**WHAT THE EXERCISE ASKS**. Report every line in the records below that holds the word "highway".

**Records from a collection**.
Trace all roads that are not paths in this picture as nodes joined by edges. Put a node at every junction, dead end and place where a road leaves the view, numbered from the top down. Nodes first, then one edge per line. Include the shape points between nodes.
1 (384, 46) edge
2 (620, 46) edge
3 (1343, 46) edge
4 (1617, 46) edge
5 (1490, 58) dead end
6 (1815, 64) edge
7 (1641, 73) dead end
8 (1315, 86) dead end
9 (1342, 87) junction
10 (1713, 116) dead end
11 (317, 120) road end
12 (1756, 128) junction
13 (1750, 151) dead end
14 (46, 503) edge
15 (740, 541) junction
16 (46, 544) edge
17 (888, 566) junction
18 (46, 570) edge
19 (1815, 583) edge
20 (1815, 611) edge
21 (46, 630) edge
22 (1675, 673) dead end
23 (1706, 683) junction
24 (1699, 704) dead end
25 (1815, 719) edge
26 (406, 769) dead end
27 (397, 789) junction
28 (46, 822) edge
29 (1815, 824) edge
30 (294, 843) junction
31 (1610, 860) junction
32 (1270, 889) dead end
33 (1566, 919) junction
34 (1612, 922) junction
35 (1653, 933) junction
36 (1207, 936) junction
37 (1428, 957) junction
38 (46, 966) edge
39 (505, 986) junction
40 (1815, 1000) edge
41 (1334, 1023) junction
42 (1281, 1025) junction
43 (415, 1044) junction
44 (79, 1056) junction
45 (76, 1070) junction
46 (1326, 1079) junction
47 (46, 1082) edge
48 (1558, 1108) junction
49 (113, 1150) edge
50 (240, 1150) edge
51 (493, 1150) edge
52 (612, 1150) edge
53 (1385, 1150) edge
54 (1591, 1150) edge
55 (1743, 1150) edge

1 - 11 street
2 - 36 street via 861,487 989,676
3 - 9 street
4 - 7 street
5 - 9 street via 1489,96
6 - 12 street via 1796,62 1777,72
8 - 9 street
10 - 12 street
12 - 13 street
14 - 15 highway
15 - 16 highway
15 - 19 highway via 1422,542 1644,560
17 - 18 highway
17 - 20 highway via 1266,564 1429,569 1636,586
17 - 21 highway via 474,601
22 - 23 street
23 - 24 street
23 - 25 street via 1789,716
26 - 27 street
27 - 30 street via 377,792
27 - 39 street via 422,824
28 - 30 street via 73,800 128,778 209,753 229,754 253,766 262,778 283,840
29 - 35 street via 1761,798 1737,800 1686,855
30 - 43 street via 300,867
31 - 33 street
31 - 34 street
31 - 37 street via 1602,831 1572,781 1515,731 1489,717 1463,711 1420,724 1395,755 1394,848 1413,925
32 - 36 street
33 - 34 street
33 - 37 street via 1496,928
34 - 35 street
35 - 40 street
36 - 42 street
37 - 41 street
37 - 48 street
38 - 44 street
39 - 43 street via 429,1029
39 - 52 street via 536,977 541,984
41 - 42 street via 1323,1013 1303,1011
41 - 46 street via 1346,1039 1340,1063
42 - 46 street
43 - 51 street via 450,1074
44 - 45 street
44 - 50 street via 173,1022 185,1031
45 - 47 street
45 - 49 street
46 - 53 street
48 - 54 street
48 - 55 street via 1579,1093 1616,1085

**RESULT FOR THIS EXERCISE**.
14 - 15 highway
15 - 16 highway
15 - 19 highway via 1422,542 1644,560
17 - 18 highway
17 - 20 highway via 1266,564 1429,569 1636,586
17 - 21 highway via 474,601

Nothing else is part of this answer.